• Task description: The reply to the records below should contain exactly the lines from the line with "middle tip: (124, 337)" through the line with "index pip: (281, 216)", and nothing besides.

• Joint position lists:
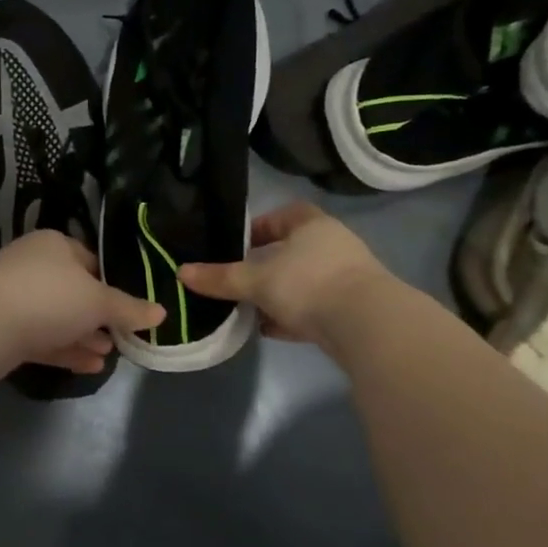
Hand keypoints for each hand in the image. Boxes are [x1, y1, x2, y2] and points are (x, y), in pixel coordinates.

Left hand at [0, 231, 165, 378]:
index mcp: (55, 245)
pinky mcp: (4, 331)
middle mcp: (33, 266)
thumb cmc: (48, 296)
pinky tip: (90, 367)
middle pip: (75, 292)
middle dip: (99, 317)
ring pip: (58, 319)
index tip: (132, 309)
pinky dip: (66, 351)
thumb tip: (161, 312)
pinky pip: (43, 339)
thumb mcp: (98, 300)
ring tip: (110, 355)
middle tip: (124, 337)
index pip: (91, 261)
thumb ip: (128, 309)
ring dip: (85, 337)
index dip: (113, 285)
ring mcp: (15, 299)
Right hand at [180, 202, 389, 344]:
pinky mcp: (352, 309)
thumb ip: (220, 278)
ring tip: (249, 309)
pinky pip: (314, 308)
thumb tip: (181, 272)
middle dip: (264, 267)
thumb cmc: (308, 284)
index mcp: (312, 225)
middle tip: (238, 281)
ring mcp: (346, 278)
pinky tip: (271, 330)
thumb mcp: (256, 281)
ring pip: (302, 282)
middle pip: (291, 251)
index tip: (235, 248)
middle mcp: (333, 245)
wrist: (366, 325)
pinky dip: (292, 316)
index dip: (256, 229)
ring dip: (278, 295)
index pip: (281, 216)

* * *

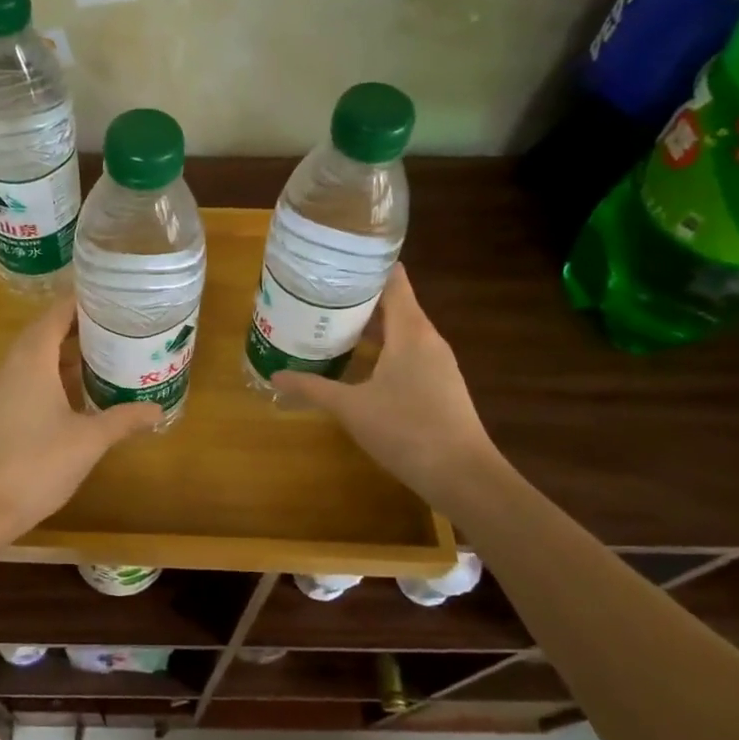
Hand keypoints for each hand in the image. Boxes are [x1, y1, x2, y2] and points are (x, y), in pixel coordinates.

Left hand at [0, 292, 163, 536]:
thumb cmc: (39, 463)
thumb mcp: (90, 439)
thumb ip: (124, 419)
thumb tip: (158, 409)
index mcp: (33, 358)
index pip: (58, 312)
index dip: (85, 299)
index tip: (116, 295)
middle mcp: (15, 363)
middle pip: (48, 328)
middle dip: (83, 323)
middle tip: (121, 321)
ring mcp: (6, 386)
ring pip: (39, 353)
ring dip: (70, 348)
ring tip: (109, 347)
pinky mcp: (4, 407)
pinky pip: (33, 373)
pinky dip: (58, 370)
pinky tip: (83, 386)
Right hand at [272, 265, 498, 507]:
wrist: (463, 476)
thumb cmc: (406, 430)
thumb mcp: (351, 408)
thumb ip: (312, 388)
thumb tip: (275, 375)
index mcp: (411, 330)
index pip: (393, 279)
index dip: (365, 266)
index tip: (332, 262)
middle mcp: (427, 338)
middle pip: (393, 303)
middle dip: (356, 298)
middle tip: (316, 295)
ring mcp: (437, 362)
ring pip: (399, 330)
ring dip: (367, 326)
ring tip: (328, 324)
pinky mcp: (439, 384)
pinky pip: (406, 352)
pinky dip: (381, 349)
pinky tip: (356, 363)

--

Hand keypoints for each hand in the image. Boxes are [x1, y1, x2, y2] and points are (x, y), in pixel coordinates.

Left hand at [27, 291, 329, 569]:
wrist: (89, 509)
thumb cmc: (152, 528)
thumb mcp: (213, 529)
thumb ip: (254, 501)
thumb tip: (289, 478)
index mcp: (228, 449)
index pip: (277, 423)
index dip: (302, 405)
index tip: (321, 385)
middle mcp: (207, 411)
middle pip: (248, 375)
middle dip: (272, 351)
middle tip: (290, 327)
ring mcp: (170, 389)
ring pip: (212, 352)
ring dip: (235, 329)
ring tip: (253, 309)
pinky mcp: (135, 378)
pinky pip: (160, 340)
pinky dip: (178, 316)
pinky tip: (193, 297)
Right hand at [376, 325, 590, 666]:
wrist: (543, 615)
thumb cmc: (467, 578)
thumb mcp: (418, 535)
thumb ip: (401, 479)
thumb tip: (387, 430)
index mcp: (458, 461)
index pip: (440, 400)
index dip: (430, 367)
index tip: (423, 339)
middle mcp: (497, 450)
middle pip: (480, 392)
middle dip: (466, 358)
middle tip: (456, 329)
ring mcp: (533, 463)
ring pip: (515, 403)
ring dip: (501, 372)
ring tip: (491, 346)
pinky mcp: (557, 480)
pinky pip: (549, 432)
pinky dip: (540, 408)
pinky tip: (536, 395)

• Answer to this exercise:
middle tip: (124, 337)
index pip: (91, 261)
thumb ip: (128, 309)
ring dip: (85, 337)
index dip: (113, 285)
ring mcp: (15, 299)
Right hand at [180, 202, 389, 344]:
pinky mcp: (352, 309)
thumb ip: (220, 278)
ring tip: (249, 309)
pinky pip: (314, 308)
thumb tip: (181, 272)
middle dip: (264, 267)
thumb cmc: (308, 284)
index mcp: (312, 225)
middle tip: (238, 281)
ring mcp: (346, 278)
pinky tip: (271, 330)
thumb mcp: (256, 281)
ring pip: (302, 282)
middle pip: (291, 251)
index tip: (235, 248)
middle mcp: (333, 245)
wrist: (366, 325)
pinky dip: (292, 316)
index dip: (256, 229)
ring dip: (278, 295)
index pip: (281, 216)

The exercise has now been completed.